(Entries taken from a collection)
= = = = =

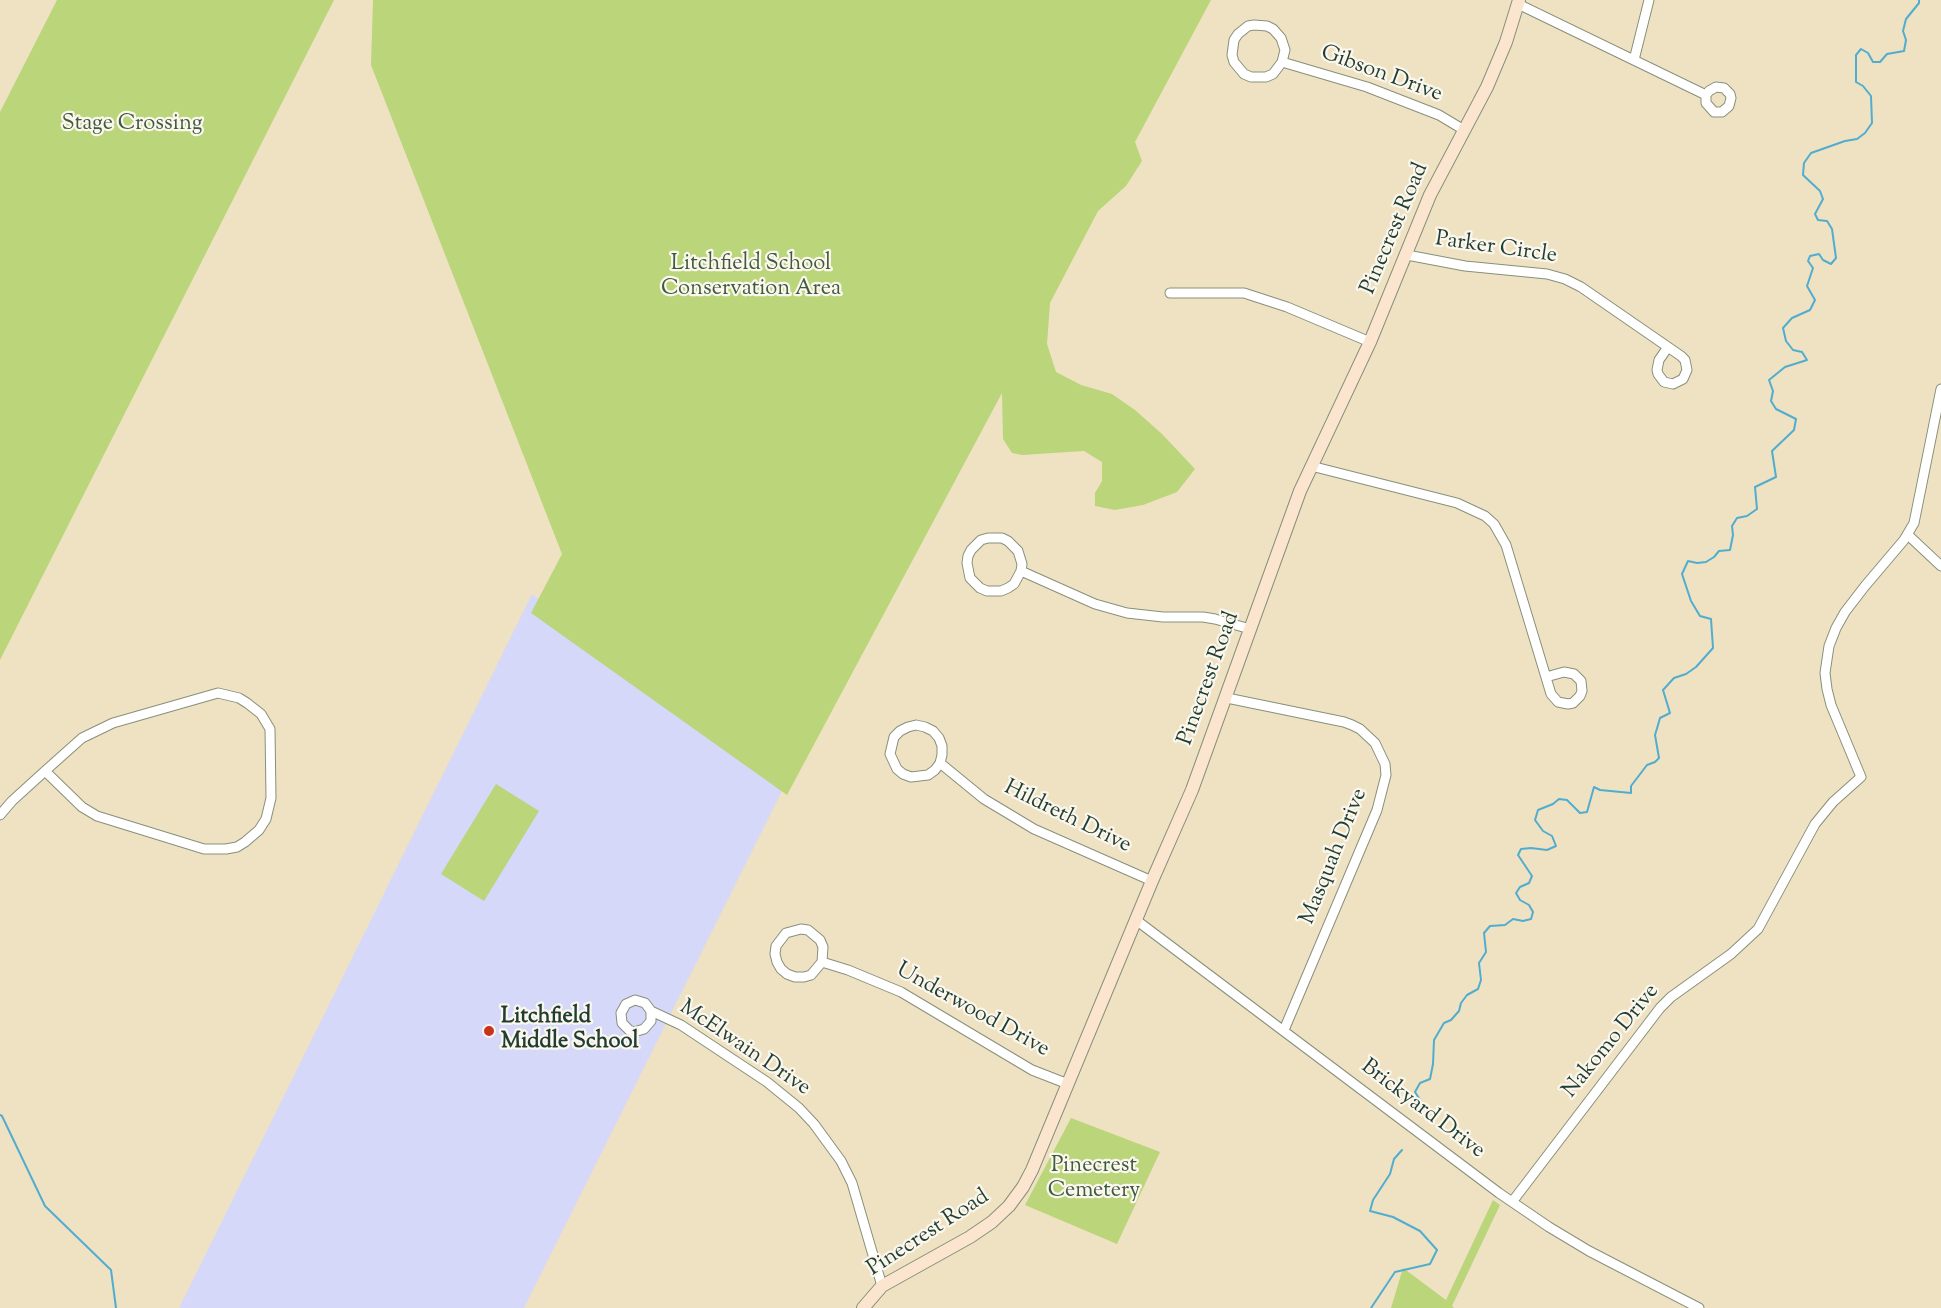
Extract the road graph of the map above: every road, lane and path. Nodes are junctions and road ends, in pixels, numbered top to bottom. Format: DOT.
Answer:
graph roads {
  1 [pos="1649,0"];
  2 [pos="1519,2"];
  3 [pos="1634,60"];
  4 [pos="1282,62"];
  5 [pos="1706,95"];
  6 [pos="1464,130"];
  7 [pos="1407,255"];
  8 [pos="1170,292"];
  9 [pos="1370,342"];
  10 [pos="1668,346"];
  11 [pos="1941,389"];
  12 [pos="1311,466"];
  13 [pos="1908,535"];
  14 [pos="1941,566"];
  15 [pos="1021,571"];
  16 [pos="1250,629"];
  17 [pos="1546,677"];
  18 [pos="1227,698"];
  19 [pos="940,763"];
  20 [pos="45,771"];
  21 [pos="0,815"];
  22 [pos="1152,881"];
  23 [pos="1136,920"];
  24 [pos="822,962"];
  25 [pos="651,1011"];
  26 [pos="1284,1030"];
  27 [pos="1068,1084"];
  28 [pos="1512,1202"];
  29 [pos="882,1286"];
  30 [pos="862,1308"];
  31 [pos="1699,1308"];
  1 -- 3 [label="street"];
  2 -- 3 [label="street"];
  2 -- 6 [label="street, Pinecrest Road"];
  3 -- 5 [label="street"];
  4 -- 4 [label="street"];
  4 -- 6 [label="street, Gibson Drive"];
  6 -- 7 [label="street, Pinecrest Road"];
  7 -- 9 [label="street, Pinecrest Road"];
  7 -- 10 [label="street, Parker Circle"];
  8 -- 9 [label="street"];
  9 -- 12 [label="street, Pinecrest Road"];
  11 -- 13 [label="street"];
  12 -- 16 [label="street, Pinecrest Road"];
  12 -- 17 [label="street"];
  13 -- 14 [label="street"];
  13 -- 28 [label="street, Nakomo Drive"];
  15 -- 15 [label="street"];
  15 -- 16 [label="street"];
  16 -- 18 [label="street, Pinecrest Road"];
  18 -- 22 [label="street, Pinecrest Road"];
  18 -- 26 [label="street, Masquah Drive"];
  19 -- 19 [label="street"];
  19 -- 22 [label="street, Hildreth Drive"];
  20 -- 20 [label="street"];
  20 -- 21 [label="street"];
  22 -- 23 [label="street, Pinecrest Road"];
  23 -- 26 [label="street, Brickyard Drive"];
  23 -- 27 [label="street, Pinecrest Road"];
  24 -- 24 [label="street"];
  24 -- 27 [label="street, Underwood Drive"];
  25 -- 29 [label="street, McElwain Drive"];
  26 -- 28 [label="street, Brickyard Drive"];
  27 -- 29 [label="street, Pinecrest Road"];
  28 -- 31 [label="street, Brickyard Drive"];
  29 -- 30 [label="street, Pinecrest Road"];
}
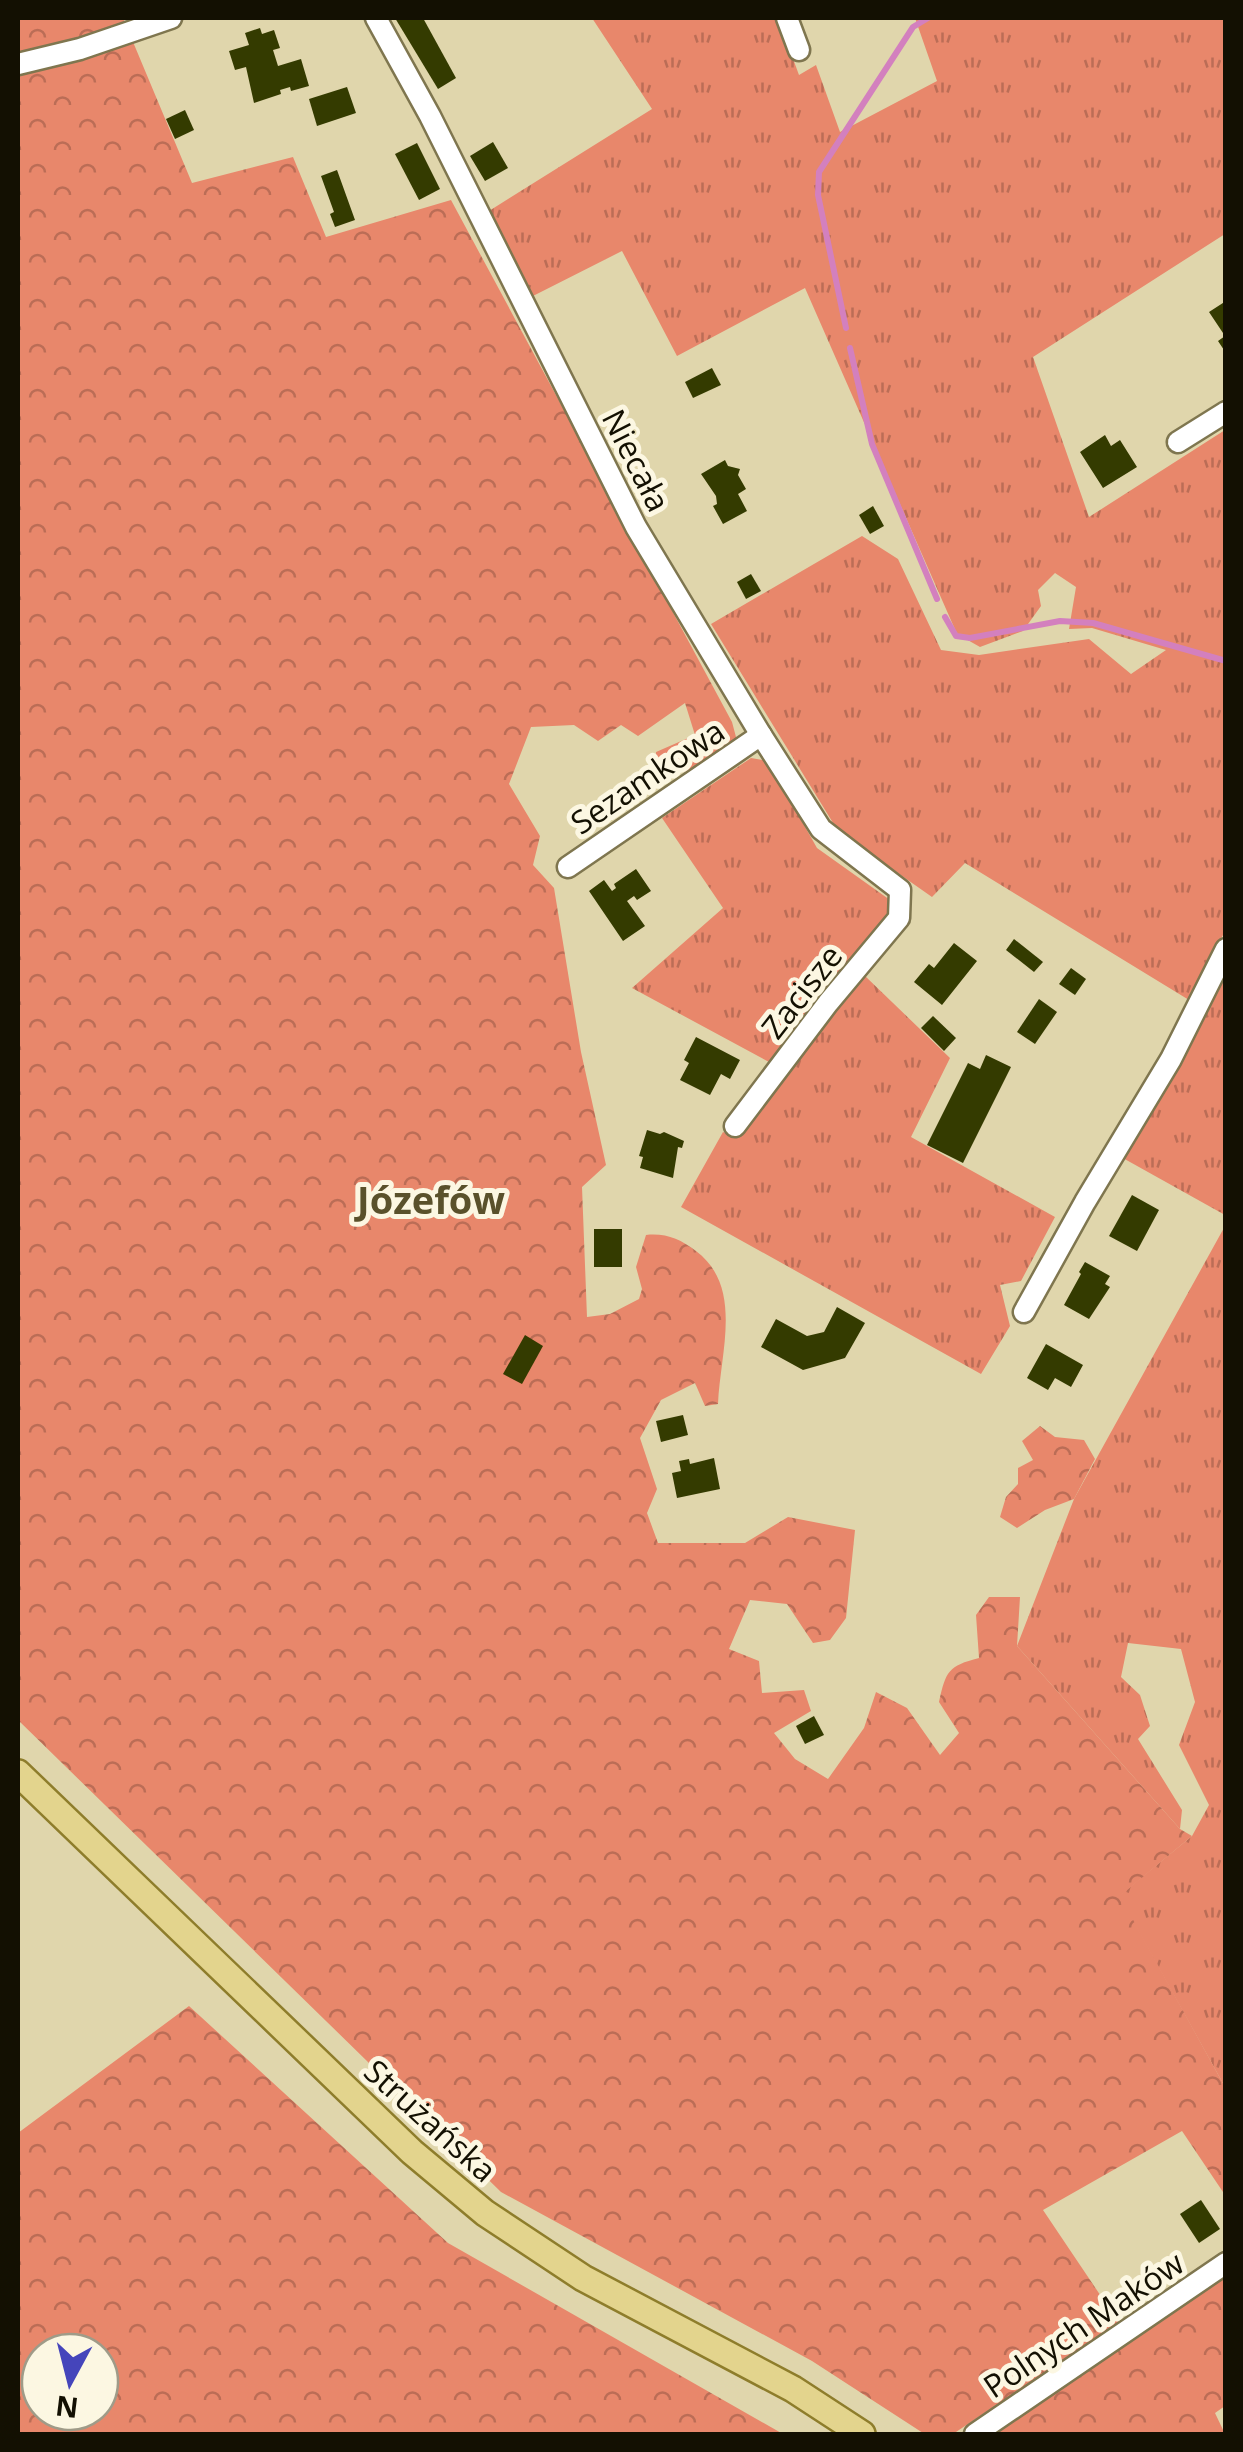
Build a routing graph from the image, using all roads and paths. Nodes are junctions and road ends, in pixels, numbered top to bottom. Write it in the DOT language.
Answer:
graph roads {
  1 [pos="170,18"];
  2 [pos="376,18"];
  3 [pos="788,18"];
  4 [pos="799,50"];
  5 [pos="18,64"];
  6 [pos="1226,412"];
  7 [pos="1178,442"];
  8 [pos="760,735"];
  9 [pos="568,866"];
  10 [pos="900,890"];
  11 [pos="1226,949"];
  12 [pos="735,1126"];
  13 [pos="1024,1312"];
  14 [pos="18,1774"];
  15 [pos="1226,2263"];
  16 [pos="862,2434"];
  17 [pos="976,2434"];
  1 -- 5 [label="street"];
  2 -- 8 [label="street, Niecała"];
  3 -- 4 [label="street"];
  6 -- 7 [label="street"];
  8 -- 9 [label="street, Sezamkowa"];
  8 -- 10 [label="street, Niecała"];
  10 -- 12 [label="street, Zacisze"];
  11 -- 13 [label="street"];
  14 -- 16 [label="main road, Strużańska"];
  15 -- 17 [label="street, Polnych Maków"];
}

= = = = =

Wherever "ends" occurs in the entries above, copy the line it sits on.

Extract the road graph of the map above: every road, lane and path. Nodes are junctions and road ends, in pixels, numbered top to bottom. Format: DOT.
Build a routing graph from the image, using all roads and paths. Nodes are junctions and road ends, in pixels, numbered top to bottom. Write it in the DOT language.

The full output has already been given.